CY7C1297H specifications

The Cypress CY7C1297H is a high-performance synchronous static random-access memory (SRAM) that offers an optimal solution for various memory applications, particularly in communication and networking devices. Designed as a part of the Cypress family of SRAMs, the CY7C1297H encompasses advanced features that significantly enhance its performance and efficiency.

One of the standout features of the CY7C1297H is its high density, providing 128 megabits of storage capacity. This ample memory size allows it to support a wide range of applications, especially in complex systems where large data buffers are crucial. The architecture is built on advanced CMOS technology, ensuring low power consumption and high speed. The device operates at frequencies up to 166 MHz, enabling fast data access and processing, which is vital for high-speed networking applications.

The CY7C1297H SRAM also supports synchronous interface, ensuring that data transfers are synchronized with clock cycles, thus eliminating delays associated with asynchronous memory types. This synchronous operation enhances the performance of high-speed systems by reducing cycle time and increasing throughput. The device utilizes a burst mode feature, allowing for sequential data access without the need for repeated address inputs, which further boosts efficiency during data retrieval.

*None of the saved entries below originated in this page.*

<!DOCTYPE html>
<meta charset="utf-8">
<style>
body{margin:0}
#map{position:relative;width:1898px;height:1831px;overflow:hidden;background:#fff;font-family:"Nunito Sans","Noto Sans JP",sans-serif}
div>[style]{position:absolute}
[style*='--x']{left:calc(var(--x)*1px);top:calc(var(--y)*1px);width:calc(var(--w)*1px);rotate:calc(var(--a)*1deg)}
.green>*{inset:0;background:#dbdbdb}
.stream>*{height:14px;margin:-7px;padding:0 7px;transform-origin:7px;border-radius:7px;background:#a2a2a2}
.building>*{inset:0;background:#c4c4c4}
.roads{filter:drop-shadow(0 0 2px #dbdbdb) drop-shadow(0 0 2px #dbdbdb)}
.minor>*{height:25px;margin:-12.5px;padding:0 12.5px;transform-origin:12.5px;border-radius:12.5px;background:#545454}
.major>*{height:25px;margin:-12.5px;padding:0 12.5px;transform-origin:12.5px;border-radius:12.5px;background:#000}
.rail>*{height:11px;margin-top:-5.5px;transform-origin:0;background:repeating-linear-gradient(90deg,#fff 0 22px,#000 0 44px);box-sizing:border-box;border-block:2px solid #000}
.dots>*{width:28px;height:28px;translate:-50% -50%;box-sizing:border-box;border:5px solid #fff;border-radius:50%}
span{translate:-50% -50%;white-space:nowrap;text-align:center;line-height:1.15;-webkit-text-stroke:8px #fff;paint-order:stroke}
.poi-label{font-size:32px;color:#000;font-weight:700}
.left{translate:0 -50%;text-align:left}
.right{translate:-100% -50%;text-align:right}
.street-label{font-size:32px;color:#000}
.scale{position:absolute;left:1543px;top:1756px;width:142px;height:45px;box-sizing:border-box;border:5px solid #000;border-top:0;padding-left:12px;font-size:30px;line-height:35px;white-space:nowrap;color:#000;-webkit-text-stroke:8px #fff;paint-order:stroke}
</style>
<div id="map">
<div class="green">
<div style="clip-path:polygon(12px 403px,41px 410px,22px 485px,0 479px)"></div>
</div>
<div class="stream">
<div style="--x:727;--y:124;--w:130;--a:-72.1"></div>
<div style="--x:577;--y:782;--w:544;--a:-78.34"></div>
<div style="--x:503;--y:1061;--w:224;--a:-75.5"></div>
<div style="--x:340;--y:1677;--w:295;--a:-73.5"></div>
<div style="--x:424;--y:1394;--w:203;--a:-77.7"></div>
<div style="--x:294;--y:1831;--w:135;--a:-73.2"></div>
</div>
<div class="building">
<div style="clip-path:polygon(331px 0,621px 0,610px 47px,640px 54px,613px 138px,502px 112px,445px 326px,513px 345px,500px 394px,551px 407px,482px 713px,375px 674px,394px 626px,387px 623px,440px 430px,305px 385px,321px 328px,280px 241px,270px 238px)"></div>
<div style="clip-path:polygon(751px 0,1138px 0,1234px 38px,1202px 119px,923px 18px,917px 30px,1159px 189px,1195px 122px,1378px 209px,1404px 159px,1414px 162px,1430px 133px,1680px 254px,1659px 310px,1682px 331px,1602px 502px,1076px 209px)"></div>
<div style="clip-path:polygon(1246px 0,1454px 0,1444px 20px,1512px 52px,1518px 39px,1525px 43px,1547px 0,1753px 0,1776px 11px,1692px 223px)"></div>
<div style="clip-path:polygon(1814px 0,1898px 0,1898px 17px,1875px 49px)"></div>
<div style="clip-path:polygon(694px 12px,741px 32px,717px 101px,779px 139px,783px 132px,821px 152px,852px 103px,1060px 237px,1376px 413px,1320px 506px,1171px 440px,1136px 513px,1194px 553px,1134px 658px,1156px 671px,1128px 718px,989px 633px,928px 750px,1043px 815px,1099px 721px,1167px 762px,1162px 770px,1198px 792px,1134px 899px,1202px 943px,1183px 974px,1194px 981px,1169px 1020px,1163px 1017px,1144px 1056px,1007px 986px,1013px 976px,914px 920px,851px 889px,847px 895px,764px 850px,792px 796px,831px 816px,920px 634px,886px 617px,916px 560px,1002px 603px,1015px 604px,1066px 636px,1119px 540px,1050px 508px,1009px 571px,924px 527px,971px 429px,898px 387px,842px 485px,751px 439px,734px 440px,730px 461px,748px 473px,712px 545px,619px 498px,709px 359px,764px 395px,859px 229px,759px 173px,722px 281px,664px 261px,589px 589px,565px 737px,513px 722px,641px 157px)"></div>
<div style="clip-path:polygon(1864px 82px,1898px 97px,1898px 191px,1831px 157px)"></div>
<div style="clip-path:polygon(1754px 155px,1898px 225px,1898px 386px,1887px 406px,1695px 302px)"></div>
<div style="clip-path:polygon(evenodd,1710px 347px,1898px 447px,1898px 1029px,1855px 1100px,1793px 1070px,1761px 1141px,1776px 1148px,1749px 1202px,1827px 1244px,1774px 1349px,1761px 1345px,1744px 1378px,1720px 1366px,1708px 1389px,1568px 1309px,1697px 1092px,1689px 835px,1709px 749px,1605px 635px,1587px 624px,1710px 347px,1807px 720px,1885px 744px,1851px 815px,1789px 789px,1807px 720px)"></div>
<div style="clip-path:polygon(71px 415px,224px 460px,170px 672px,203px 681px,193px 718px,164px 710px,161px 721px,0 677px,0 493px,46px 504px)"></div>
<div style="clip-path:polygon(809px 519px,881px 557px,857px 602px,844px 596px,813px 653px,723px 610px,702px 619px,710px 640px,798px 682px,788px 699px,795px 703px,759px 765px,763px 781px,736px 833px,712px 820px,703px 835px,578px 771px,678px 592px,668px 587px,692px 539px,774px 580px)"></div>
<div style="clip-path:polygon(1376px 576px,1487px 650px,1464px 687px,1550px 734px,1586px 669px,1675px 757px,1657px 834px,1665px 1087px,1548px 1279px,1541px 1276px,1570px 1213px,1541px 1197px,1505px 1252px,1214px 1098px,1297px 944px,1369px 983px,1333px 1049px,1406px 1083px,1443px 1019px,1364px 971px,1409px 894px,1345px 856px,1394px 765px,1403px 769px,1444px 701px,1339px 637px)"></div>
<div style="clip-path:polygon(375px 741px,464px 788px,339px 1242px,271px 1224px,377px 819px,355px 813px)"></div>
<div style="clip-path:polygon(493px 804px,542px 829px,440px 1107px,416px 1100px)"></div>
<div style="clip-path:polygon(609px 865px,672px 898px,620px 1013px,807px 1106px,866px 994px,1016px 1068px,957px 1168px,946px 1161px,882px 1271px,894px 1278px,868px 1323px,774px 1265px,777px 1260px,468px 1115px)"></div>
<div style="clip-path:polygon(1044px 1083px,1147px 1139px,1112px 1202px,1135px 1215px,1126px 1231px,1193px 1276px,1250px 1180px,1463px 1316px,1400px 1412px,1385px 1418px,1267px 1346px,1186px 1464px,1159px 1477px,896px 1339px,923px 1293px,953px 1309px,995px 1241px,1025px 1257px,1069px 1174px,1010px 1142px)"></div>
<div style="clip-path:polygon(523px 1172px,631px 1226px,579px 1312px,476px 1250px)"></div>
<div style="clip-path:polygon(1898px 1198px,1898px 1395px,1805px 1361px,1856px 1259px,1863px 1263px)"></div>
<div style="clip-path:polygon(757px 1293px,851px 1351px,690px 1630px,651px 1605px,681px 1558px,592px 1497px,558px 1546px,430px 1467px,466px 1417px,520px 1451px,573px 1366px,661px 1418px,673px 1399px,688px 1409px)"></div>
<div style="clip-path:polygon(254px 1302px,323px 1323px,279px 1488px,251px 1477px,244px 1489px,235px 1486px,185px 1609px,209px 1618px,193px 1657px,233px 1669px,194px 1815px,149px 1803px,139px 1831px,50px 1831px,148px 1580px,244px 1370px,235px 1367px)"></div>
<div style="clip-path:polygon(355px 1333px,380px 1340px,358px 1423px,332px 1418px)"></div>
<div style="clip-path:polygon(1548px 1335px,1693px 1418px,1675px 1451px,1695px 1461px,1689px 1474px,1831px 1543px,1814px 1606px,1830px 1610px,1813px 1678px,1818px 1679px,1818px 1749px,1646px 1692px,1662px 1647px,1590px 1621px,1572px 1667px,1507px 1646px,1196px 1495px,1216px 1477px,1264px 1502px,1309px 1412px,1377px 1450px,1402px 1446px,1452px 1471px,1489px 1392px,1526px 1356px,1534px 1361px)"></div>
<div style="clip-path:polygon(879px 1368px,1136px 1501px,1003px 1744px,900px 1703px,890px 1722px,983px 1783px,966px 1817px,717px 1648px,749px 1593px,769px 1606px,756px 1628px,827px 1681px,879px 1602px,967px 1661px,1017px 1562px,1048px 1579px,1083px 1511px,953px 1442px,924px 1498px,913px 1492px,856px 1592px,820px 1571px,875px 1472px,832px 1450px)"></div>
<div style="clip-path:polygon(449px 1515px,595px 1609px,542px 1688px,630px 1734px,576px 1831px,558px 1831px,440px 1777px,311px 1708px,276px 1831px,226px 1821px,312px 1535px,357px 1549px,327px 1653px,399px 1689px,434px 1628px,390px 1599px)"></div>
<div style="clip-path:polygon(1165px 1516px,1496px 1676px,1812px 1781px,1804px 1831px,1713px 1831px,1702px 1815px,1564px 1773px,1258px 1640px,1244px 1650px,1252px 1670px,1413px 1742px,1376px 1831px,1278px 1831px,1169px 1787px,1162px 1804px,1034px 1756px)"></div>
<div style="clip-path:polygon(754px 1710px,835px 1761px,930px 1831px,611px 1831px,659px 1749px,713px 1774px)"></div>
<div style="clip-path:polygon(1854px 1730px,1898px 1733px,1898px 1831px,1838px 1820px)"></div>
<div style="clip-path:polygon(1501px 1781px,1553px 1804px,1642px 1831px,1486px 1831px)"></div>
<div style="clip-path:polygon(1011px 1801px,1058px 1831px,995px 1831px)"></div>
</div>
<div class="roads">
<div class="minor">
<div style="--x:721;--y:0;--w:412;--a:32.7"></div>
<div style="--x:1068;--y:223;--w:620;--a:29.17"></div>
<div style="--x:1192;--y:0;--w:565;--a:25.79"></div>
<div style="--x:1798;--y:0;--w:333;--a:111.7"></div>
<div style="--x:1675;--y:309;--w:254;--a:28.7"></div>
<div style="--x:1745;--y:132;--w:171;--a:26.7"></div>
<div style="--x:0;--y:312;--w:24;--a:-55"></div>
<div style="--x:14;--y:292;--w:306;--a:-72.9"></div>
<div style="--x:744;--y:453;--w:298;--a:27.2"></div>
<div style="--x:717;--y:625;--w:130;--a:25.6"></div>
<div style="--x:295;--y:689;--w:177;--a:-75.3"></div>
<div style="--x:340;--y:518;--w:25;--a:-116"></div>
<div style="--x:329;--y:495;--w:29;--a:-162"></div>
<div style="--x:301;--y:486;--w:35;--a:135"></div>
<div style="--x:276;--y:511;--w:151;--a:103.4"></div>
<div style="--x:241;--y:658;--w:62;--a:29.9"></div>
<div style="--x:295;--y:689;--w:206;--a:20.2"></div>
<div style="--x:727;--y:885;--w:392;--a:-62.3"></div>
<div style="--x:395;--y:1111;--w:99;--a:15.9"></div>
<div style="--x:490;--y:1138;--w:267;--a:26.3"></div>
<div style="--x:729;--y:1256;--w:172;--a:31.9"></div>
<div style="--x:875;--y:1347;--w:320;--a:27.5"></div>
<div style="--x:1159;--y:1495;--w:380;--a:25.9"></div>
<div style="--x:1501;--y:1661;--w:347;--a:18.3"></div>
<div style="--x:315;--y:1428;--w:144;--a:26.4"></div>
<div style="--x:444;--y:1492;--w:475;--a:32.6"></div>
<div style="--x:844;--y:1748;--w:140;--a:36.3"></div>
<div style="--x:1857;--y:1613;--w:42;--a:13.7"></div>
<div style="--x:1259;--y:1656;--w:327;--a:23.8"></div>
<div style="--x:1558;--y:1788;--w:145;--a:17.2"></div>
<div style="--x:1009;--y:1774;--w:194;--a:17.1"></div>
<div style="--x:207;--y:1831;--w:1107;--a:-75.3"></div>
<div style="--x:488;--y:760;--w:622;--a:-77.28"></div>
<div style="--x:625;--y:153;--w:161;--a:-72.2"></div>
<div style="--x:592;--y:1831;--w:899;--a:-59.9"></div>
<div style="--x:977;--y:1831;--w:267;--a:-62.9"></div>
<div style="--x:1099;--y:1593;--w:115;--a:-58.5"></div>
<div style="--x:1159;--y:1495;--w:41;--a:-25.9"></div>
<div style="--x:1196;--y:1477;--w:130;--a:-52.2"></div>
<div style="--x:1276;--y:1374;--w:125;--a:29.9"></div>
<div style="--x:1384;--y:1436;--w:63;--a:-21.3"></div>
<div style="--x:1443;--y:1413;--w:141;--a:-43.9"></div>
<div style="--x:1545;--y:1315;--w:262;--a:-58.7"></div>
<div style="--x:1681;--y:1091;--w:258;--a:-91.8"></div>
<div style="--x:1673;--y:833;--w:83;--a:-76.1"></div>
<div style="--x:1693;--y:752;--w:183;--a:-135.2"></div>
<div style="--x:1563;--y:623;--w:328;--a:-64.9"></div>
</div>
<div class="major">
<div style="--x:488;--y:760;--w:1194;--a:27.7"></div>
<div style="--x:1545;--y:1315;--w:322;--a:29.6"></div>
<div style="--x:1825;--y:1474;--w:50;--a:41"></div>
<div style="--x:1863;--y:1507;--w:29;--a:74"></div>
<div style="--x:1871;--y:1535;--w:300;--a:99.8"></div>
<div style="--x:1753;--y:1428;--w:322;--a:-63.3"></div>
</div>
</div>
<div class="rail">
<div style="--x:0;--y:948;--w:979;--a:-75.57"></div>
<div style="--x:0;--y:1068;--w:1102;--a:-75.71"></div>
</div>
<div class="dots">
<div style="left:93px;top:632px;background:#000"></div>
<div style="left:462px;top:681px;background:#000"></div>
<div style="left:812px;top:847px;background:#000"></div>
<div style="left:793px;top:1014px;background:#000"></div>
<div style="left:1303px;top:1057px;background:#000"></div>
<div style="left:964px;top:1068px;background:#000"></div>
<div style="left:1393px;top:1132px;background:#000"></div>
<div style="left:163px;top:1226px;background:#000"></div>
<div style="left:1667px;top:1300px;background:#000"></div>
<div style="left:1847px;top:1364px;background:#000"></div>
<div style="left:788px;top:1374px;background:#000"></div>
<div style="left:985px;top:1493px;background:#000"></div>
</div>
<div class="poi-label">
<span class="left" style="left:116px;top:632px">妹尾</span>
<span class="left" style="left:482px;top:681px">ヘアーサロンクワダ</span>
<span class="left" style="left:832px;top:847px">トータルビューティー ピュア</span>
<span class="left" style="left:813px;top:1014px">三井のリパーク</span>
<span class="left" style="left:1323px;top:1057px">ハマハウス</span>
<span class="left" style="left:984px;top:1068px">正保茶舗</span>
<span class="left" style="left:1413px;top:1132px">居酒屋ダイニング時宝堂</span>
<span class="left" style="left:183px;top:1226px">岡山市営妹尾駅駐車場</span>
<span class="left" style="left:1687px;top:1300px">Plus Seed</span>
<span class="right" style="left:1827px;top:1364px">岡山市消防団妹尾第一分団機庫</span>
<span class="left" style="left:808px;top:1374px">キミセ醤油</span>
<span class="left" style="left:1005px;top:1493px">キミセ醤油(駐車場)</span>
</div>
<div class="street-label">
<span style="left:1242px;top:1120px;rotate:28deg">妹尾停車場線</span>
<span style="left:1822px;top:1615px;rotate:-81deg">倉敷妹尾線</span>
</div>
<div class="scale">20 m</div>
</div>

Additionally, the CY7C1297H comes with an advanced write operation capability, including features such as byte-write and latch control, enabling partial updates and reducing system overhead. This flexibility is especially beneficial for applications requiring dynamic memory updates such as packet processing and buffering in sophisticated communication environments.

In terms of power management, the CY7C1297H is designed with low standby and active power consumption characteristics. This not only contributes to lower energy costs but also extends the lifespan of the device, making it suitable for battery-operated systems.

The package options for the CY7C1297H are diverse, allowing for easy integration into various designs. It is available in both leaded and lead-free versions, catering to various environmental and regulatory requirements.

In summary, the Cypress CY7C1297H SRAM is a high-density, high-speed memory solution that excels in synchronous operation, low power consumption, and advanced features such as burst mode access and flexible write capabilities. Its robust performance makes it a top choice for applications in telecommunications, networking, and other data-intensive environments, paving the way for next-generation memory solutions.